* **Description of the task**
Output exactly the lines from the one holding "Build a routing" through the final line of the entries.

* **Saved data entries**

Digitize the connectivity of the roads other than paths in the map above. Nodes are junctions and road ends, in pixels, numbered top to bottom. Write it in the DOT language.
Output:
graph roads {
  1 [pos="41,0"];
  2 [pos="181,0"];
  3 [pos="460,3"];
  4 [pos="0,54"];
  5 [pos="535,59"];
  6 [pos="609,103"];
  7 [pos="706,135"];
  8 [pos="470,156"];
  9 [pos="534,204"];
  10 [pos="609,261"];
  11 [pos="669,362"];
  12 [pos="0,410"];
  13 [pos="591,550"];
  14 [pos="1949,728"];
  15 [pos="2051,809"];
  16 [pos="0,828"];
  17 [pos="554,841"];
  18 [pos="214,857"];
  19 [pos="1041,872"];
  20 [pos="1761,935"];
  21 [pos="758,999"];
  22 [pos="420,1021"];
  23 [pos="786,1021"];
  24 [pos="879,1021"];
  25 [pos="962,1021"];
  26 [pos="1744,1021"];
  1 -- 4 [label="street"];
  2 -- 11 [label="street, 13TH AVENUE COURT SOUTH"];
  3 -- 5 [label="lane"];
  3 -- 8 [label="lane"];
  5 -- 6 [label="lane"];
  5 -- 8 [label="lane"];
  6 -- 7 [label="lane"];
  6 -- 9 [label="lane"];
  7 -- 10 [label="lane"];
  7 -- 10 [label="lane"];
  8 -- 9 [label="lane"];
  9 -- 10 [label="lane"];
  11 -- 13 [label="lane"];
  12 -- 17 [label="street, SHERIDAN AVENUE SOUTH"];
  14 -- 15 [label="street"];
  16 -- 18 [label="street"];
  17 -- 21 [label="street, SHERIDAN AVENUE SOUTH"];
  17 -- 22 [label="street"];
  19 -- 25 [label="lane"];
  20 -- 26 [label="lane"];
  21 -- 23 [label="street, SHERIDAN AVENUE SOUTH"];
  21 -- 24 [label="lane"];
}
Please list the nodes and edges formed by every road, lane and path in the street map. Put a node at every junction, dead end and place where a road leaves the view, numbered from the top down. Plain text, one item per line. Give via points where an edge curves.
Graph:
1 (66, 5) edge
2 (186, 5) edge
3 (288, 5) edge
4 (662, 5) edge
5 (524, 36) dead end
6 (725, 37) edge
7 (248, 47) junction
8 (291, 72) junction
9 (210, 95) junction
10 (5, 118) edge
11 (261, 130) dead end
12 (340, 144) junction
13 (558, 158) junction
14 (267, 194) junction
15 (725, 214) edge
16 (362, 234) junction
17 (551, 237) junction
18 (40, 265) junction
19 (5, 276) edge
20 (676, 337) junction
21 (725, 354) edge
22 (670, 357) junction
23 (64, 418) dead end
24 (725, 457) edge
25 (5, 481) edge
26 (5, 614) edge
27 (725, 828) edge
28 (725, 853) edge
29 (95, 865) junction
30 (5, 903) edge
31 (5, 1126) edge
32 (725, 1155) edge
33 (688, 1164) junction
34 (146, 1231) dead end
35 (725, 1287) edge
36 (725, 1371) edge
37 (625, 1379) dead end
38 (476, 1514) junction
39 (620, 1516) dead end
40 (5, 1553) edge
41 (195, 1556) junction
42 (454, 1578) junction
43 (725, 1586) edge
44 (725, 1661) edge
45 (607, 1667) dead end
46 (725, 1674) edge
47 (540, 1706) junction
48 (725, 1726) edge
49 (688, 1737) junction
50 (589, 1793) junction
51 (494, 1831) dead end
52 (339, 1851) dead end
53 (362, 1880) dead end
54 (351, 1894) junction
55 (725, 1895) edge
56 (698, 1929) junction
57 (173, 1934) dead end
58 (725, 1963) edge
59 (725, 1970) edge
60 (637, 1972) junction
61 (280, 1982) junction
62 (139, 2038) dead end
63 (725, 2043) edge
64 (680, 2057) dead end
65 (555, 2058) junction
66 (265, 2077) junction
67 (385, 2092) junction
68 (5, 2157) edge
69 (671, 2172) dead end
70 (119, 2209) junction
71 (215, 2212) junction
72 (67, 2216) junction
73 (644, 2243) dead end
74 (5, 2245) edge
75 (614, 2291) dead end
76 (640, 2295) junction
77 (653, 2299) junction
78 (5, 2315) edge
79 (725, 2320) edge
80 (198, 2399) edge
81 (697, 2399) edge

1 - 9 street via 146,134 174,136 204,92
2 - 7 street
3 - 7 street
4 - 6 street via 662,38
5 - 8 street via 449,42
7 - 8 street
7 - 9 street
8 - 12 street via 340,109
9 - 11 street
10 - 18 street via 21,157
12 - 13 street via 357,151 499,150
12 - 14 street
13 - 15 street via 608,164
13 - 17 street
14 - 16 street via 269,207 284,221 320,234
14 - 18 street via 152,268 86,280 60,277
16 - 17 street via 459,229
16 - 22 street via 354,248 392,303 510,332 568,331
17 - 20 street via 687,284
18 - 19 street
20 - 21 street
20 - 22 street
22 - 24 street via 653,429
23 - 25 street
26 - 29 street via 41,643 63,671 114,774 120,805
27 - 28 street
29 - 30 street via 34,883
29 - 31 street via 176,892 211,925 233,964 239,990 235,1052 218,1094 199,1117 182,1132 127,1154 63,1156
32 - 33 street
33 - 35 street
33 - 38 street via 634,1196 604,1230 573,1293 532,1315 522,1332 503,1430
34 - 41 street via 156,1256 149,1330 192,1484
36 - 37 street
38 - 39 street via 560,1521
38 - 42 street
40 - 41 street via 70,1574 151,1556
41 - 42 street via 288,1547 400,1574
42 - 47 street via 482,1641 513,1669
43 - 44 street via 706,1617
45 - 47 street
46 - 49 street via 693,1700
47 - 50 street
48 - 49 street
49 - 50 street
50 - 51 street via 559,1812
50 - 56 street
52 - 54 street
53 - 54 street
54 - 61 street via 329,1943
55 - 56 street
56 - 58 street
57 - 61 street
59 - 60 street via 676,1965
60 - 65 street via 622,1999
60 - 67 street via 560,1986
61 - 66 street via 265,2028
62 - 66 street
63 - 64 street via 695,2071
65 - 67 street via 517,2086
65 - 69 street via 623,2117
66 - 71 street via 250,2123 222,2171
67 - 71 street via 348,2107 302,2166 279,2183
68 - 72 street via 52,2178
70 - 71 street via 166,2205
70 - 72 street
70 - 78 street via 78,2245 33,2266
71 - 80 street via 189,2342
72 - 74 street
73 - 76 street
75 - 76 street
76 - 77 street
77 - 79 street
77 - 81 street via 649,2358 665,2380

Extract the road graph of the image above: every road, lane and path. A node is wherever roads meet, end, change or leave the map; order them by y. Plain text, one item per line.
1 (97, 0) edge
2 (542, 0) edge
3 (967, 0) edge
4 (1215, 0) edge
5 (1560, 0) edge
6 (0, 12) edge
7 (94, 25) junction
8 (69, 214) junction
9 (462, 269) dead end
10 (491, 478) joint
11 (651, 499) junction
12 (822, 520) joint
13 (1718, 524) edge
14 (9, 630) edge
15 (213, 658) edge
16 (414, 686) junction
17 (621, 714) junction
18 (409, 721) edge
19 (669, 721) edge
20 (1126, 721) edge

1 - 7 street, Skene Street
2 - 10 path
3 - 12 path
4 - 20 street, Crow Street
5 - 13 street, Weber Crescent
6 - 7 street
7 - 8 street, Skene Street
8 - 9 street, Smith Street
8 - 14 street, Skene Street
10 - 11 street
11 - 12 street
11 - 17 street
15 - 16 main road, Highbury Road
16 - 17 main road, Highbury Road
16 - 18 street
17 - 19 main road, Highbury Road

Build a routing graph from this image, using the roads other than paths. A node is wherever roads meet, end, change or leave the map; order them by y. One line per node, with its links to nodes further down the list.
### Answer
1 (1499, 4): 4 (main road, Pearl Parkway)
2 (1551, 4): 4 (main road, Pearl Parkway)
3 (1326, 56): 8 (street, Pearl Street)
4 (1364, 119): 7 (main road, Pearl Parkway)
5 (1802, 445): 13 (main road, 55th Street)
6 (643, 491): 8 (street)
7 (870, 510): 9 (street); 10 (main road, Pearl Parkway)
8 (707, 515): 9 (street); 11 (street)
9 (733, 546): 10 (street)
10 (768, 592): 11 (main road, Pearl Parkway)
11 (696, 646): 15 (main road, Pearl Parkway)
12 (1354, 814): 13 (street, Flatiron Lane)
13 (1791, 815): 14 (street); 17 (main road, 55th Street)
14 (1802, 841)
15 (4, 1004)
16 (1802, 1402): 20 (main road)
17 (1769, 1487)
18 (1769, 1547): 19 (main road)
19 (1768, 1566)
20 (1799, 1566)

* **Answer to this task**
Build a routing graph from this image, using the roads other than paths. A node is wherever roads meet, end, change or leave the map; order them by y. One line per node, with its links to nodes further down the list.
### Answer
1 (1499, 4): 4 (main road, Pearl Parkway)
2 (1551, 4): 4 (main road, Pearl Parkway)
3 (1326, 56): 8 (street, Pearl Street)
4 (1364, 119): 7 (main road, Pearl Parkway)
5 (1802, 445): 13 (main road, 55th Street)
6 (643, 491): 8 (street)
7 (870, 510): 9 (street); 10 (main road, Pearl Parkway)
8 (707, 515): 9 (street); 11 (street)
9 (733, 546): 10 (street)
10 (768, 592): 11 (main road, Pearl Parkway)
11 (696, 646): 15 (main road, Pearl Parkway)
12 (1354, 814): 13 (street, Flatiron Lane)
13 (1791, 815): 14 (street); 17 (main road, 55th Street)
14 (1802, 841)
15 (4, 1004)
16 (1802, 1402): 20 (main road)
17 (1769, 1487)
18 (1769, 1547): 19 (main road)
19 (1768, 1566)
20 (1799, 1566)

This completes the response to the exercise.